Andrew has been doing the job for five years now, an enthusiast and advocate for the sport of jumping from a great height. He enjoys scaring people witless just as much as calming those down for whom his comedy/suspense/scare act can become too much.
“I love getting people who are scared to go,” he says.
“Sometimes I can spend 20 minutes with someone, then they come back up and wonder what all the fuss was about.”
His words are almost drowned out by the shrieks and laughter of the latest ‘victim’. It was Ashleigh, from Brisbane, who emerged back on the jump platform having been the first of her group to make the leap.
“I opened my eyes after a second when I thought ‘uh, I’m not dead’,” she laughs, trying to stay steady on her feet thanks to some swing-induced wobbly legs.
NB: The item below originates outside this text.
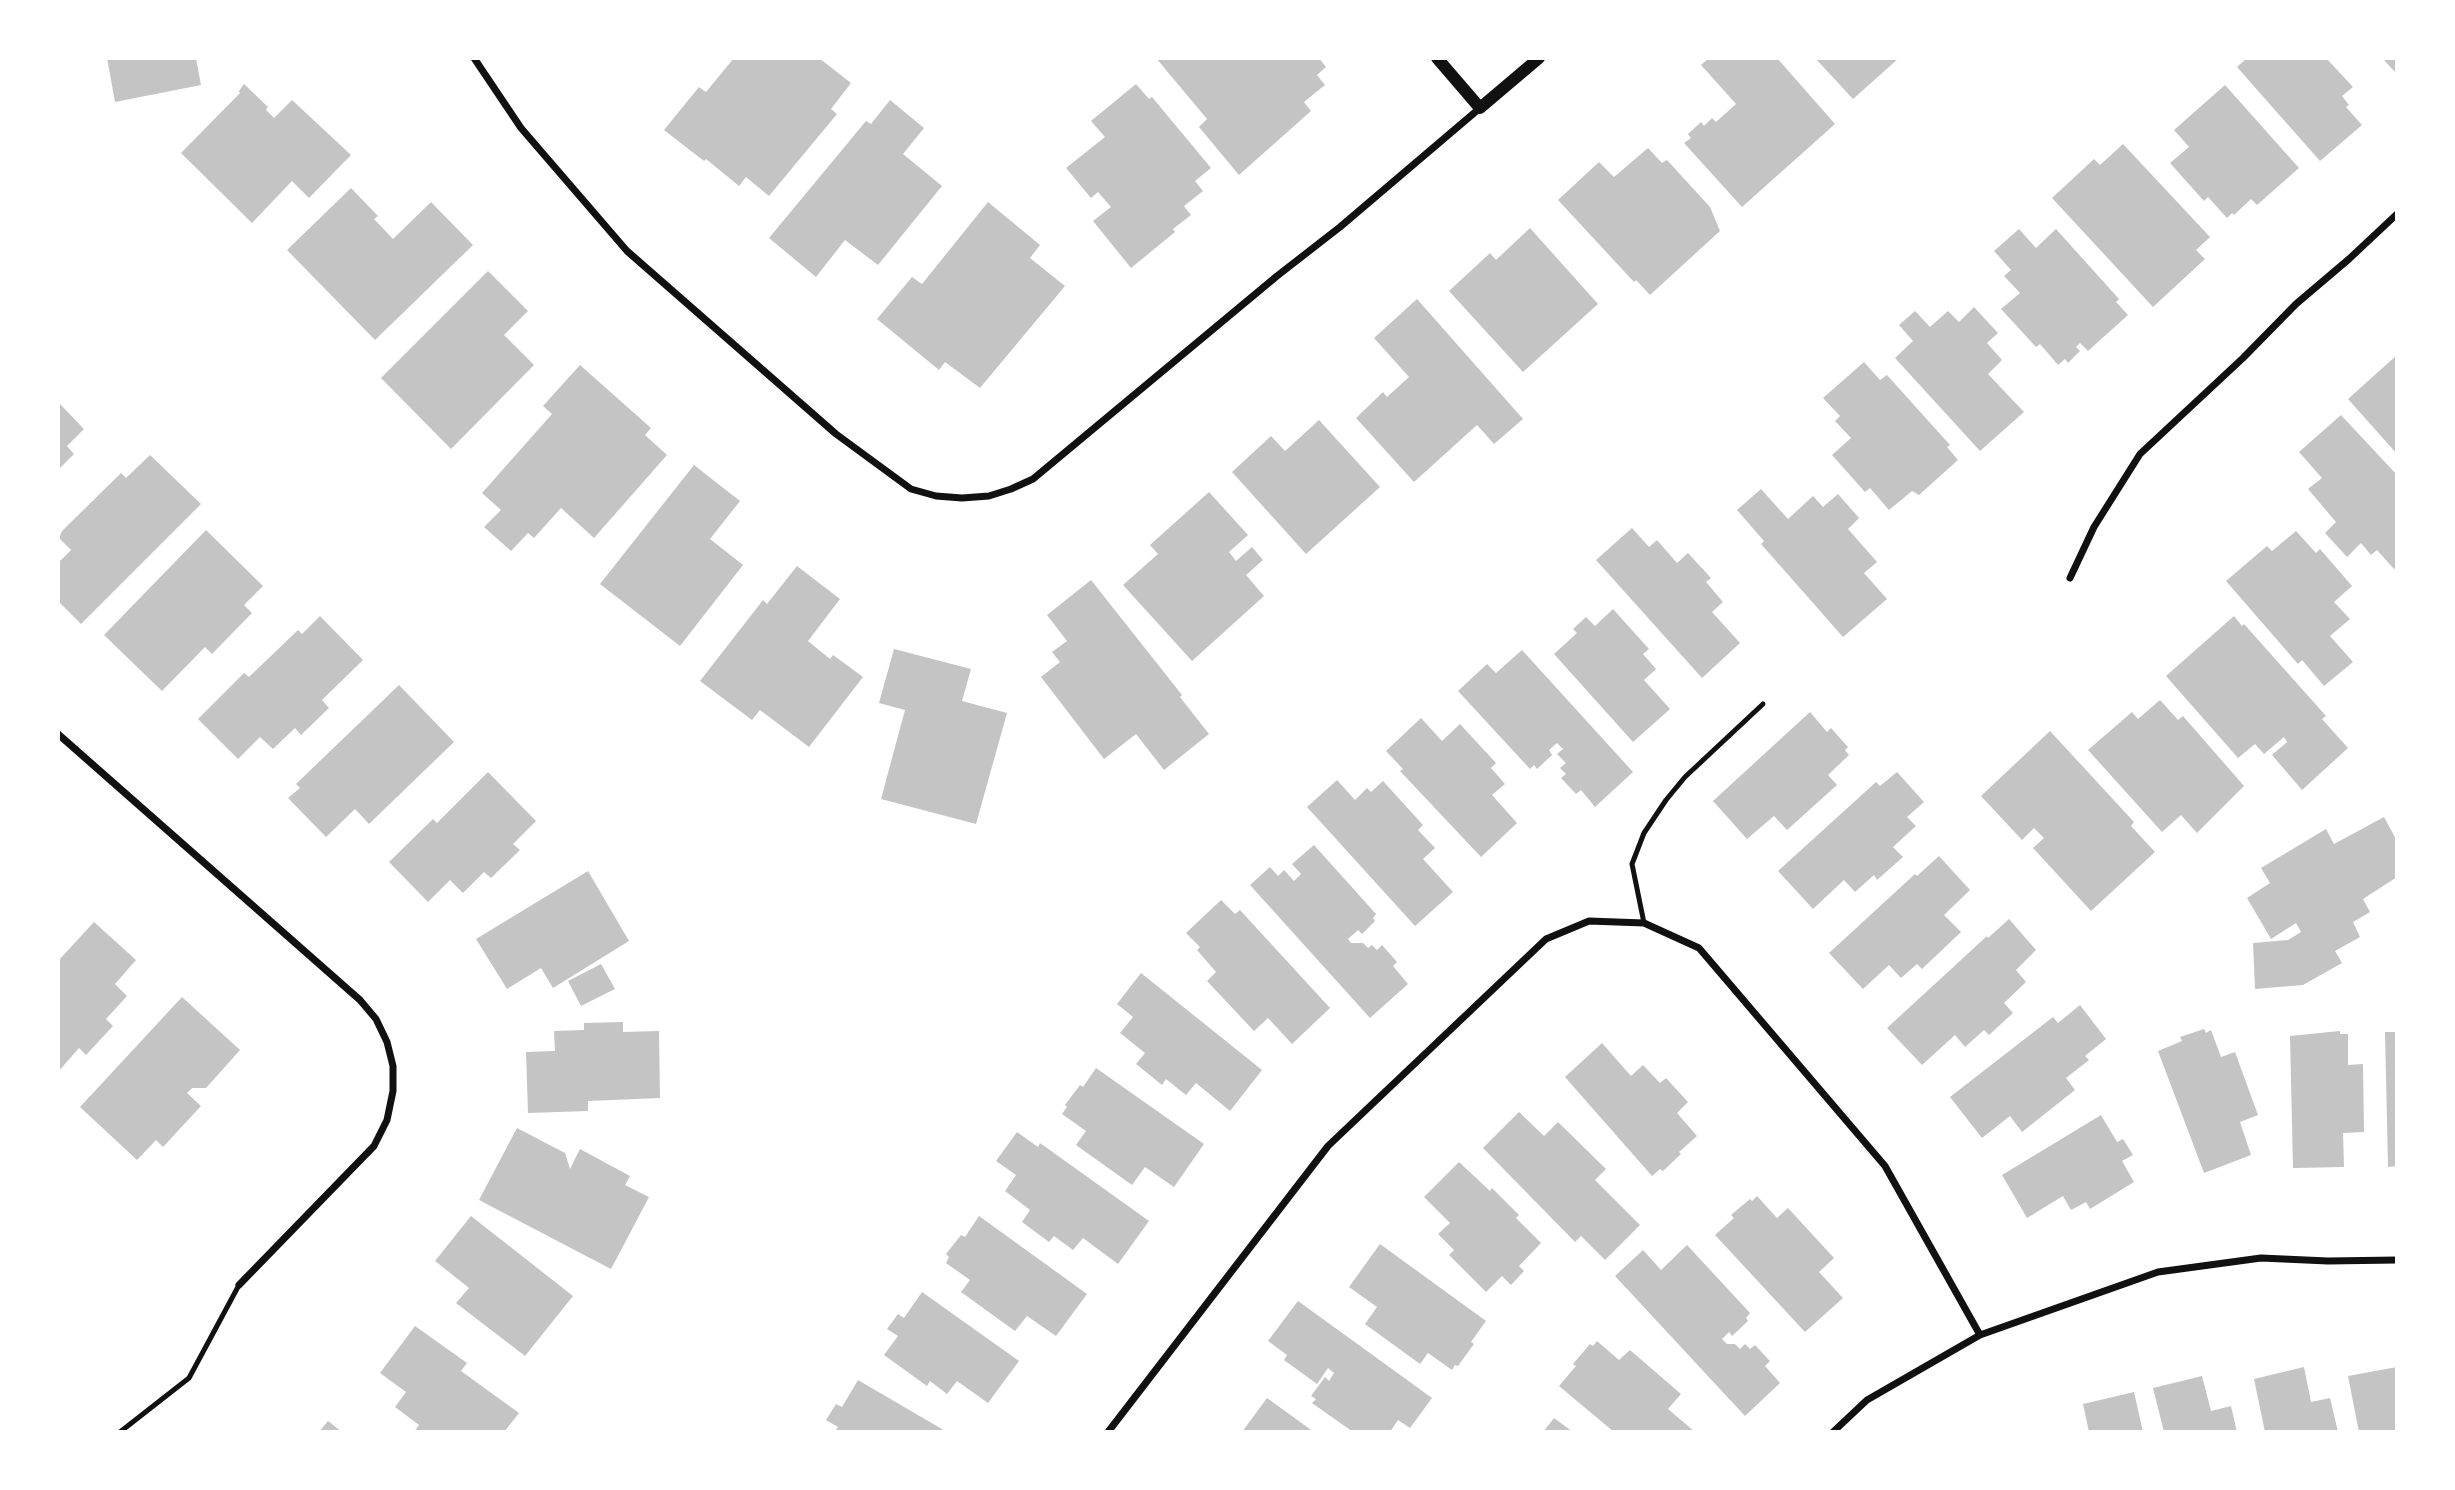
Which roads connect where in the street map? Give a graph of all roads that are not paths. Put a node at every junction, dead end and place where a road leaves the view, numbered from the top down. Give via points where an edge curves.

Next up was Marius from Norway, who is studying in New Zealand but who had decided to take some time out to experience some of its famous adrenalin hotspots. He’d chosen the slide, in part thanks to my recommendation having stated it was by far the scariest of the three jumps I’d just made.
“It was one of the best feelings I have ever had,” he beamed.
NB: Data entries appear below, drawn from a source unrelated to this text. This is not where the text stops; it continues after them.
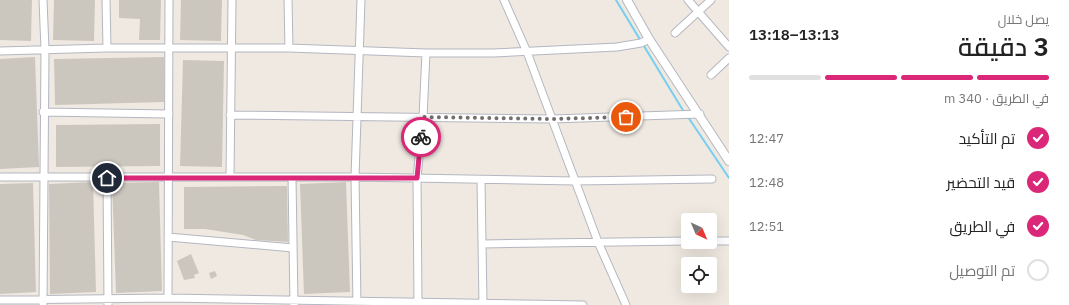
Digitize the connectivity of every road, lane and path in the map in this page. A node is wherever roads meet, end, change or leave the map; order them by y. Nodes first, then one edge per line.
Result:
1 (43, 0) edge
2 (106, 0) edge
3 (169, 0) edge
4 (232, 0) edge
5 (288, 0) edge
6 (361, 0) edge
7 (504, 0) edge
8 (627, 0) edge
9 (688, 0) edge
10 (711, 0) edge
11 (699, 11) junction
12 (675, 33) dead end
13 (649, 39) junction
14 (729, 47) edge
15 (107, 48) junction
16 (289, 48) junction
17 (45, 49) junction
18 (169, 49) junction
19 (232, 49) junction
20 (0, 51) edge
21 (359, 51) junction
22 (527, 52) junction
23 (426, 53) junction
24 (729, 58) edge
25 (711, 75) dead end
26 (43, 112) junction
27 (169, 114) junction
28 (700, 114) junction
29 (230, 115) junction
30 (356, 116) junction
31 (423, 117) junction
32 (552, 119) junction
33 (729, 161) edge
34 (0, 177) edge
35 (43, 177) junction
36 (168, 177) junction
37 (230, 177) junction
38 (292, 177) junction
39 (355, 177) junction
40 (107, 178) junction
41 (417, 178) junction
42 (712, 179) dead end
43 (481, 180) junction
44 (575, 181) junction
45 (168, 237) junction
46 (681, 241) edge
47 (717, 241) edge
48 (729, 241) edge
49 (598, 242) junction
50 (482, 244) junction
51 (293, 248) junction
52 (168, 298) junction
53 (0, 300) edge
54 (42, 302) edge
55 (108, 302) edge
56 (176, 302) edge
57 (294, 303) edge
58 (357, 303) edge
59 (418, 304) edge
60 (482, 304) edge
61 (583, 305) edge
62 (626, 305) edge

1 - 17 street
2 - 15 street
3 - 18 street
4 - 19 street
5 - 16 street
6 - 21 street
7 - 22 street
8 - 13 street
9 - 11 street
10 - 11 street
11 - 12 street
11 - 14 street
13 - 22 street
13 - 28 street
15 - 17 street
15 - 18 street
16 - 19 street
16 - 21 street
17 - 20 street
17 - 26 street
18 - 19 street
18 - 27 street
19 - 29 street
21 - 23 street
21 - 30 street
22 - 23 street
22 - 32 street
23 - 31 street
24 - 25 street
26 - 27 street
26 - 35 street
27 - 36 street
28 - 32 street
28 - 33 street
29 - 30 street
29 - 37 street
30 - 31 street
30 - 39 street
31 - 32 street
31 - 41 street
32 - 44 street
34 - 35 street
35 - 40 street
35 - 54 street
36 - 37 street
36 - 40 street
36 - 45 street
37 - 38 street
38 - 39 street
38 - 51 street
39 - 41 street
39 - 58 street
40 - 55 street
41 - 43 street
41 - 59 street
42 - 44 street
43 - 44 street
43 - 50 street
44 - 49 street
45 - 51 street
45 - 52 street
46 - 49 street
47 - 48 street
49 - 50 street
49 - 62 street
50 - 60 street
51 - 57 street
52 - 55 street
52 - 56 street
53 - 54 street
54 - 55 street
56 - 57 street
57 - 58 street
58 - 59 street
59 - 60 street
60 - 61 street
“It was out of this world – crazy – and I’m seriously considering doing it
again. The slide was great, it was like being at the playground but far more serious and a lot more fun.
“It’s like the two extremes for me here, studying and getting my head down, and then doing things like this,”
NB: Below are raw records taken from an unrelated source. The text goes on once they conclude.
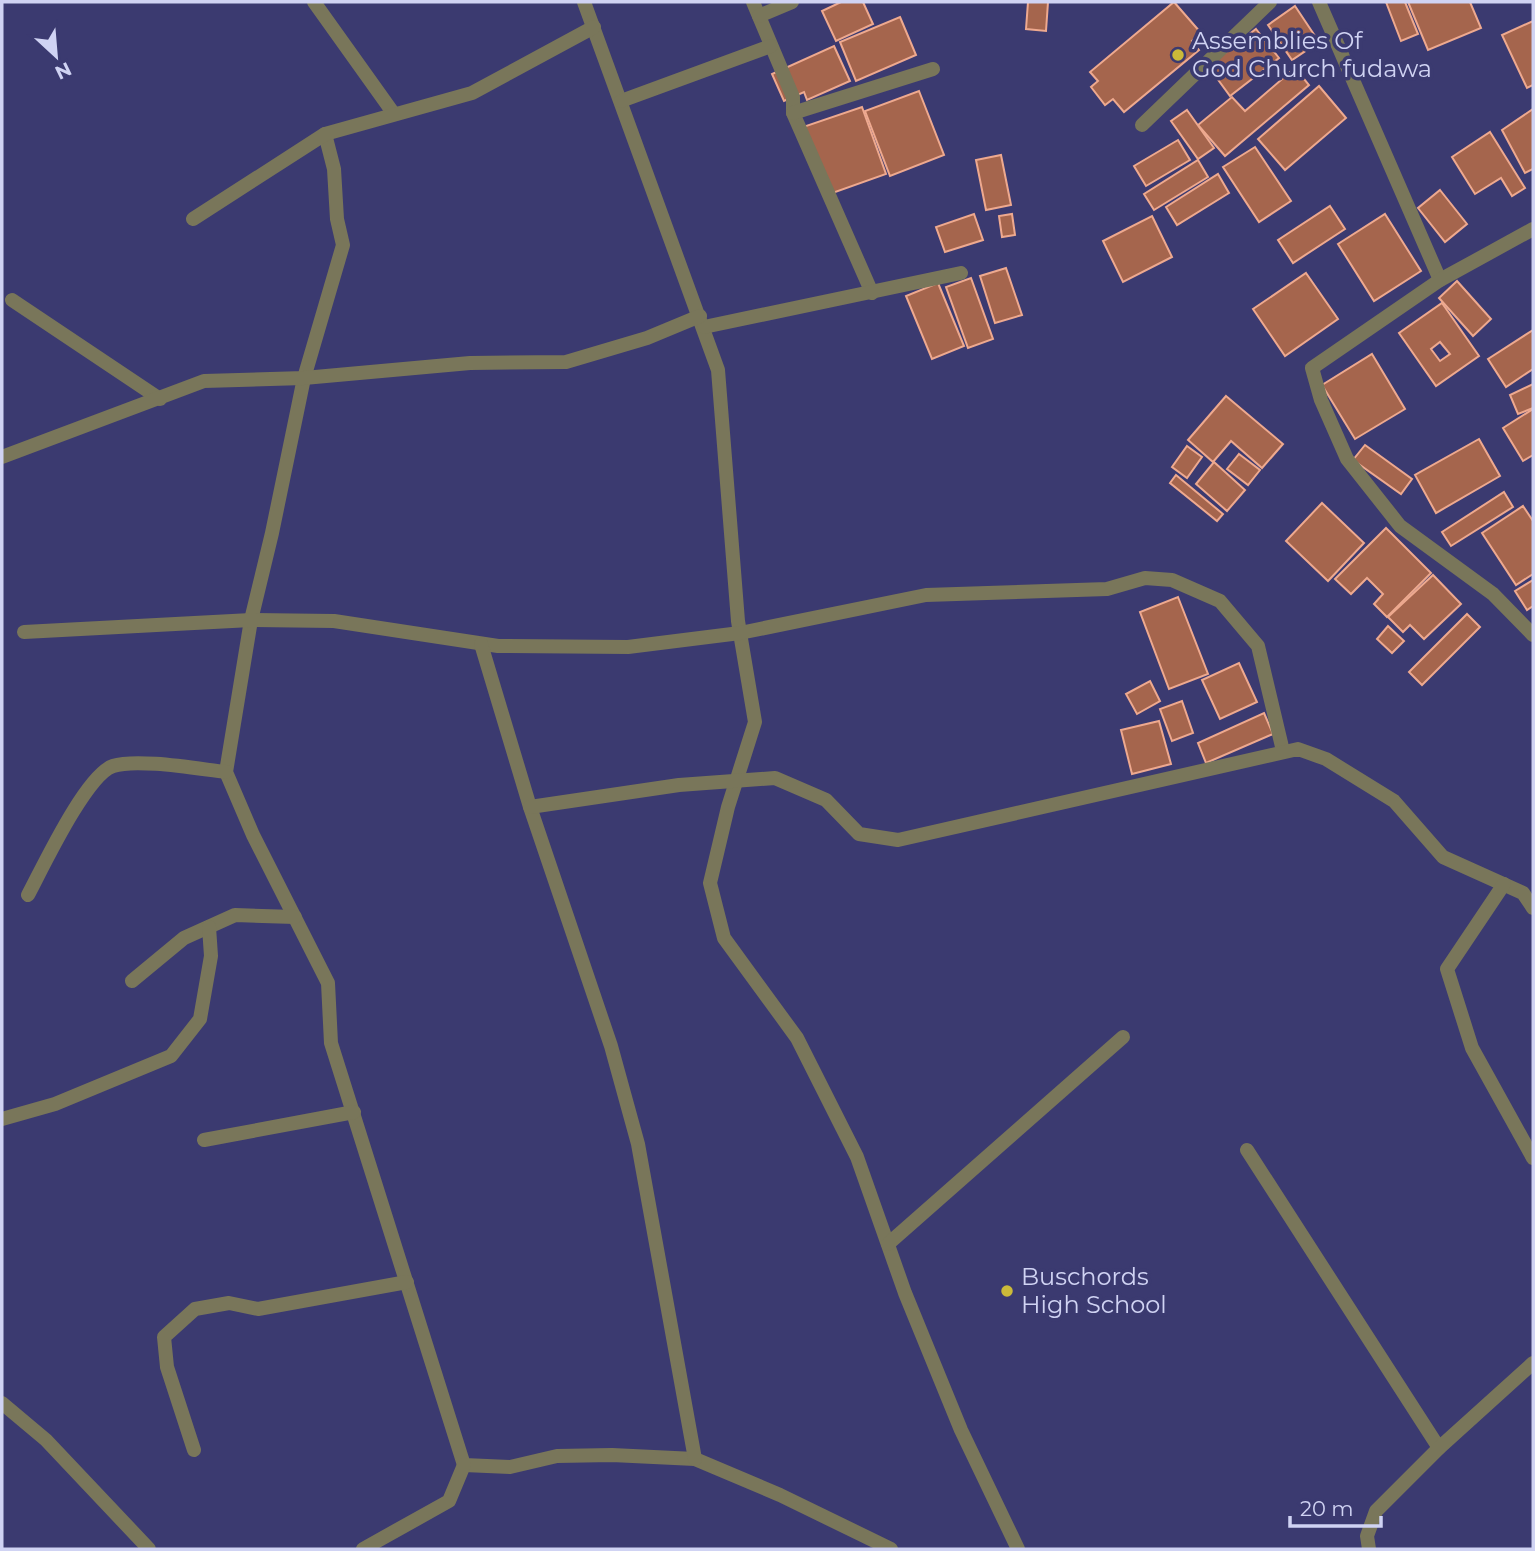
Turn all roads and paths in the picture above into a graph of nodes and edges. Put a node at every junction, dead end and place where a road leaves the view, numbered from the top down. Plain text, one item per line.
1 (314, 2) edge
2 (584, 2) edge
3 (753, 2) edge
4 (793, 2) edge
5 (1270, 2) edge
6 (1319, 2) edge
7 (759, 16) junction
8 (594, 27) junction
9 (771, 47) junction
10 (933, 69) dead end
11 (621, 101) junction
12 (793, 113) junction
13 (394, 114) junction
14 (1142, 125) dead end
15 (325, 134) junction
16 (193, 219) dead end
17 (1531, 235) edge
18 (961, 273) dead end
19 (1440, 281) junction
20 (872, 293) junction
21 (12, 300) dead end
22 (702, 322) junction
23 (304, 378) junction
24 (160, 399) junction
25 (2, 457) edge
26 (251, 620) junction
27 (24, 632) dead end
28 (740, 633) junction
29 (1533, 635) edge
30 (481, 644) junction
31 (1283, 751) junction
32 (226, 772) junction
33 (737, 782) junction
34 (530, 807) junction
35 (1504, 884) junction
36 (28, 895) dead end
37 (1533, 908) edge
38 (295, 917) junction
39 (209, 927) junction
40 (132, 981) dead end
41 (1122, 1037) dead end
42 (354, 1112) junction
43 (2, 1119) edge
44 (204, 1140) dead end
45 (1247, 1150) dead end
46 (1533, 1158) edge
47 (888, 1244) junction
48 (407, 1282) junction
49 (1533, 1363) edge
50 (2, 1403) edge
51 (1439, 1448) junction
52 (194, 1450) dead end
53 (695, 1459) junction
54 (464, 1465) junction
55 (149, 1549) edge
56 (363, 1549) edge
57 (891, 1549) edge
58 (1018, 1549) edge
59 (1368, 1549) edge

1 - 13 street
2 - 8 street
3 - 7 street
4 - 7 street
5 - 14 street
6 - 19 street
7 - 9 street
8 - 11 street
8 - 13 street
9 - 11 street
9 - 12 street
10 - 12 street
11 - 22 street
12 - 20 street
13 - 15 street
15 - 16 street
15 - 23 street
17 - 19 street
18 - 20 street
19 - 29 street
20 - 22 street
21 - 24 street
22 - 23 street
22 - 28 street
23 - 24 street
23 - 26 street
24 - 25 street
26 - 27 street
26 - 30 street
26 - 32 street
28 - 30 street
28 - 31 street
28 - 33 street
30 - 34 street
31 - 33 street
31 - 35 street
32 - 36 street
32 - 38 street
33 - 34 street
33 - 47 street
34 - 53 street
35 - 37 street
35 - 46 street
38 - 39 street
38 - 42 street
39 - 40 street
39 - 43 street
41 - 47 street
42 - 44 street
42 - 48 street
45 - 51 street
47 - 58 street
48 - 52 street
48 - 54 street
49 - 51 street
50 - 55 street
51 - 59 street
53 - 54 street
53 - 57 street
54 - 56 street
Amid the sound of harnesses being pulled tight, carabiners being clipped and the shrieks of those falling through the air, the laughter, stories and general humour injected into the Shotover Canyon Swing by those entrusted with your life brings a whole new dimension of fun to what can be a daunting, scary and yet thrilling experience.
I headed back to Queenstown with Sarah Norton from the company – no relation, but there were many jokes about us being long lost cousins – and I reflected on the experience. Sarah told me how they love to use the kiwi humour and come across as a bit wacky – but offering a much more personal experience. I have to agree, it was definitely very wacky, and most definitely a great afternoon where I didn’t feel like a number just being thrown over the edge for some cash. The jump crew look after you, talk to you, find out about where you’re from and what you do, before asking that all important question of “how would you like to fall?”
Back at the Base hostel in Queenstown that night, I recognise Murray, my first Magic driver on the south island who drove me from Picton to Nelson.
“What have you been up to today?” he asked me.
I told him about the Shotover Canyon Swing and how i’d jumped three times.
“You didn’t happen to see any rafters did you?” he asked.
Suddenly I thought back to the slide jump.
“I did mate, a couple of boats went under me on one of them,” I told him.
We compared times and they matched up.
“I was the one that shouted ‘you’re a legend bro!” he laughed.
Incredible. You drop off a cliff around here, and there will be someone you know waiting for you at the bottom!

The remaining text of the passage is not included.